IT$^3$: Idempotent Test-Time Training
Nikita Durasov, Assaf Shocher, Doruk Oner, Gal Chechik, Alexei A. Efros, Pascal Fua
TL;DR
IT$^3$ introduces Idempotent Test-Time Training to adapt to distribution shifts on-the-fly using only the current test input. By enforcing an idempotence-based objective and using a frozen (or EMA) anchor during test-time updates, the method replaces domain-specific auxiliary tasks with a universal regularizer that pulls OOD representations toward the training distribution. The approach yields consistent improvements across diverse tasks (image classification, segmentation, age prediction, aerodynamics) and architectures (MLPs, CNNs, GNNs), including large-scale ImageNet-C, while maintaining practical inference costs. The results reveal a strong link between idempotence and prediction confidence, suggesting idempotence as a general principle for robust test-time adaptation with broad real-world impact.
Abstract
Deep learning models often struggle when deployed in real-world settings due to distribution shifts between training and test data. While existing approaches like domain adaptation and test-time training (TTT) offer partial solutions, they typically require additional data or domain-specific auxiliary tasks. We present Idempotent Test-Time Training (IT$^3$), a novel approach that enables on-the-fly adaptation to distribution shifts using only the current test instance, without any auxiliary task design. Our key insight is that enforcing idempotence -- where repeated applications of a function yield the same result -- can effectively replace domain-specific auxiliary tasks used in previous TTT methods.
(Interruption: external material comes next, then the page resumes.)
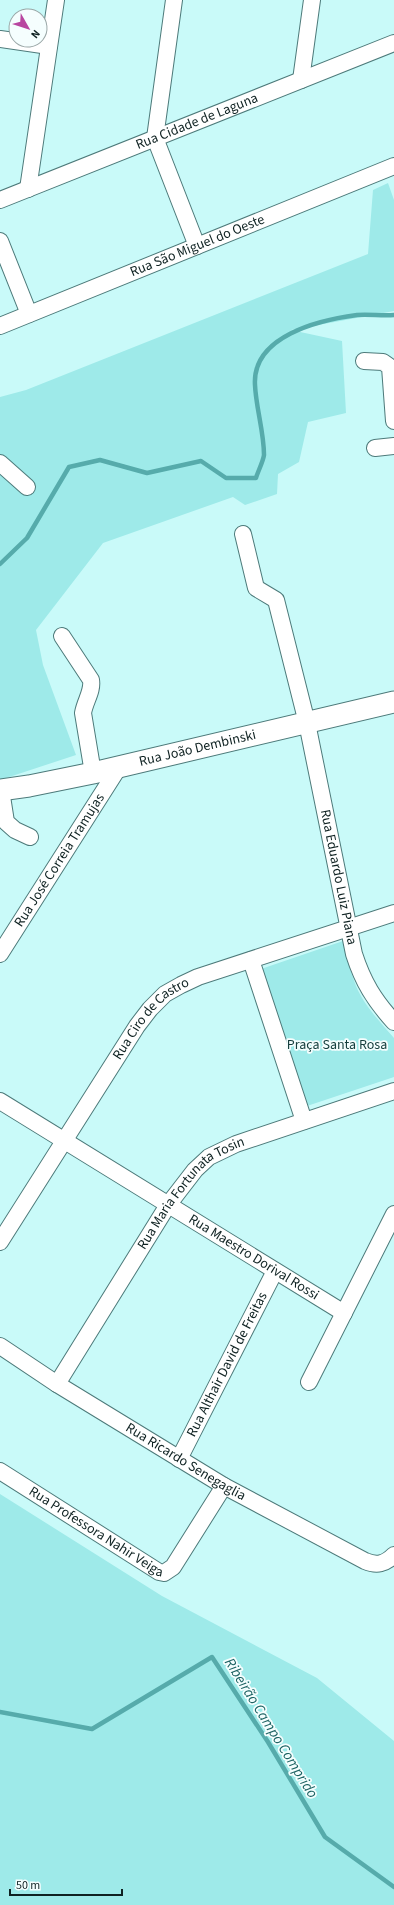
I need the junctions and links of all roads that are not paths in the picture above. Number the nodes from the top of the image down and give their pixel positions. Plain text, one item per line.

We theoretically connect idempotence to prediction confidence and demonstrate that minimizing the distance between successive applications of our model during inference leads to improved out-of-distribution performance. Extensive experiments across diverse domains (including image classification, aerodynamics prediction, and aerial segmentation) and architectures (MLPs, CNNs, GNNs) show that IT$^3$ consistently outperforms existing approaches while being simpler and more widely applicable. Our results suggest that idempotence provides a universal principle for test-time adaptation that generalizes across domains and architectures.